Task directions :: Each line that includes the word "this" should be copied from the records.

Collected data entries
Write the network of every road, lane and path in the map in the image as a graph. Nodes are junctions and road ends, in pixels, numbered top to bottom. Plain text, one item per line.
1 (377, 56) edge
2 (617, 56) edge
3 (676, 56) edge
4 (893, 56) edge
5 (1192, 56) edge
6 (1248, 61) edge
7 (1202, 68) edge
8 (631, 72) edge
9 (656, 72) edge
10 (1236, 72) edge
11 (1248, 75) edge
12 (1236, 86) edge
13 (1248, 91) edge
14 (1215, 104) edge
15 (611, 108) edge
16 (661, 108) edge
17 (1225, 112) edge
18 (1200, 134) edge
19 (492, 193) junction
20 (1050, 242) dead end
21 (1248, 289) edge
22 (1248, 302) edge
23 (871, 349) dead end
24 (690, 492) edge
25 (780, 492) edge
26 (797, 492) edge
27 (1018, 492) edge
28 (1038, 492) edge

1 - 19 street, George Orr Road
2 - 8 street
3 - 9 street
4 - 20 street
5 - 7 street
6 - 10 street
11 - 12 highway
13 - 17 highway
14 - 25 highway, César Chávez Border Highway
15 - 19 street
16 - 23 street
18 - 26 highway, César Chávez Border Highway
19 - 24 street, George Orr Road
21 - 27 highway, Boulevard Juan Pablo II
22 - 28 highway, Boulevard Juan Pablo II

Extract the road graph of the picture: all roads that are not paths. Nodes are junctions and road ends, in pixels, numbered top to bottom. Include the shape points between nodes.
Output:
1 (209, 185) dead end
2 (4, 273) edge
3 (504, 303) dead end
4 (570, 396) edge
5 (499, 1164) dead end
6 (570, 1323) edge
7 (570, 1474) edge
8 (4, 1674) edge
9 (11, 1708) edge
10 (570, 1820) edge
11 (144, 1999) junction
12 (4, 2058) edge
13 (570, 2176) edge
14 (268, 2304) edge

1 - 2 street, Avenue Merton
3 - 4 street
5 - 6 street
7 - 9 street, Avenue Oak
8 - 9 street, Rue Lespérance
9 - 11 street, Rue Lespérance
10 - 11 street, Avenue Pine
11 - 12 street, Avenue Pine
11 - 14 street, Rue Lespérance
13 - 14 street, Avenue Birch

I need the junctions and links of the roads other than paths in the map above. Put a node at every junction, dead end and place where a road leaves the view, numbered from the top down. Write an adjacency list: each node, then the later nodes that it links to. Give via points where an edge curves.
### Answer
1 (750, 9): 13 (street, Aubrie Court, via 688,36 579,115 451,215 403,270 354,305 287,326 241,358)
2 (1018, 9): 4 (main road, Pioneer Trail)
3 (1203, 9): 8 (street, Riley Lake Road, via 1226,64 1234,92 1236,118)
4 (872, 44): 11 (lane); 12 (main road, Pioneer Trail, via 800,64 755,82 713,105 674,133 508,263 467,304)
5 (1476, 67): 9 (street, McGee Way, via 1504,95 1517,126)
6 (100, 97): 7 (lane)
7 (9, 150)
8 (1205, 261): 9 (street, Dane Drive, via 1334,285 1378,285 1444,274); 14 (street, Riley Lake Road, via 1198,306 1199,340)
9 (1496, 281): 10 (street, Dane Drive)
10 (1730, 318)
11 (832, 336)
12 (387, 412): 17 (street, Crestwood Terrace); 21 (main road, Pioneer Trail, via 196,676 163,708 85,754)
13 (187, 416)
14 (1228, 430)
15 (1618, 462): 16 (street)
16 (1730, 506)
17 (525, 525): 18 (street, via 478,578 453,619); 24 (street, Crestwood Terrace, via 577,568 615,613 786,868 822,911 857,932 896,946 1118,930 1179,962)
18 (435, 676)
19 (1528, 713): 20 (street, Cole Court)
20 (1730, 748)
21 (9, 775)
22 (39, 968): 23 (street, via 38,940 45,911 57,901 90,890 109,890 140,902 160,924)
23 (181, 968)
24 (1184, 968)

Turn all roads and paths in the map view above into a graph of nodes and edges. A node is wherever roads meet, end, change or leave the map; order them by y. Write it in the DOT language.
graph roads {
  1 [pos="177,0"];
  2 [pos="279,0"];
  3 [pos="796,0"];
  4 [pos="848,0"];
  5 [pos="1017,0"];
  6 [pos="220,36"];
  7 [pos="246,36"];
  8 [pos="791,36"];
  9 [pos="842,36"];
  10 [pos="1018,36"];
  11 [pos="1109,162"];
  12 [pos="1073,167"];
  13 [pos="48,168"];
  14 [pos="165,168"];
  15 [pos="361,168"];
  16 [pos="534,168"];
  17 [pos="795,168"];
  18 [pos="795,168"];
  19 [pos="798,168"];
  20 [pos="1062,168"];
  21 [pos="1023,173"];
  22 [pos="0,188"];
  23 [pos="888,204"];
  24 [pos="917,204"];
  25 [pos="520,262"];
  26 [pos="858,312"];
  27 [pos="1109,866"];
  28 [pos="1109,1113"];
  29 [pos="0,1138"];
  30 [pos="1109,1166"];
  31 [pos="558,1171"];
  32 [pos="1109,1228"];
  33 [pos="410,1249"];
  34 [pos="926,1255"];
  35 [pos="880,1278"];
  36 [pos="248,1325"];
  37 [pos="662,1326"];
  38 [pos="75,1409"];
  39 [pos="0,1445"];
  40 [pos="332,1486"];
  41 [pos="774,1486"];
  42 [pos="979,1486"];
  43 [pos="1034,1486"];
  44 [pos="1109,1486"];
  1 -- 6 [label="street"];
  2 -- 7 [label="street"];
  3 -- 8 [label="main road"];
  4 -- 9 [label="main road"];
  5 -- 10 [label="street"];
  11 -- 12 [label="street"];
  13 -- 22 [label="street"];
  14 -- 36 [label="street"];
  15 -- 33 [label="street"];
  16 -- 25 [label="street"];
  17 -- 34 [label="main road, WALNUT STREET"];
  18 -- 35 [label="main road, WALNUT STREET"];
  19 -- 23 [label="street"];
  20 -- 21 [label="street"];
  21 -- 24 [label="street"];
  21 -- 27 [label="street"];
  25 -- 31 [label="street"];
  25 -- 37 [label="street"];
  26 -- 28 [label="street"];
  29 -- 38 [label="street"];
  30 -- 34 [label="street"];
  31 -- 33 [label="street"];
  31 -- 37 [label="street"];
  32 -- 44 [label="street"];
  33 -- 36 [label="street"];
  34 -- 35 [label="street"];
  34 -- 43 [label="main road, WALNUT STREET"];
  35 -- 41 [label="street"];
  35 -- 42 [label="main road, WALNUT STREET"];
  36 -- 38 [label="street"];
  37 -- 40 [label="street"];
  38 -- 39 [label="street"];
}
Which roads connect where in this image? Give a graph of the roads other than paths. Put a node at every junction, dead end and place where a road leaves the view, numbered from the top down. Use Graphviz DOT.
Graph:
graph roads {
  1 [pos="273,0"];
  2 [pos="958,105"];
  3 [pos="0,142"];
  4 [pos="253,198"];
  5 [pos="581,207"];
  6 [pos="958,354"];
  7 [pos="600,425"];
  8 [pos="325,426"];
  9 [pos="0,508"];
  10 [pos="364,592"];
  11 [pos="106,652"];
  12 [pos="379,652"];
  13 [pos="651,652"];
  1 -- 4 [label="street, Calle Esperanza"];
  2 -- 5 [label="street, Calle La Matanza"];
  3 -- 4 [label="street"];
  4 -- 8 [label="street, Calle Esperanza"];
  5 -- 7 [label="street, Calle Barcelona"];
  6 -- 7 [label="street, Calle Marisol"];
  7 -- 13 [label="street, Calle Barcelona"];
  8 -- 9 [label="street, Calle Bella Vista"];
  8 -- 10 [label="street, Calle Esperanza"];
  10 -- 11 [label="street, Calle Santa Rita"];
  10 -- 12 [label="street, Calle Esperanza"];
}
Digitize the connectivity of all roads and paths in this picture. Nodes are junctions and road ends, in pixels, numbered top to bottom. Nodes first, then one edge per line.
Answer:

Answer to the problem ::
Which roads connect where in this image? Give a graph of the roads other than paths. Put a node at every junction, dead end and place where a road leaves the view, numbered from the top down. Use Graphviz DOT.
Digitize the connectivity of all roads and paths in this picture. Nodes are junctions and road ends, in pixels, numbered top to bottom. Nodes first, then one edge per line.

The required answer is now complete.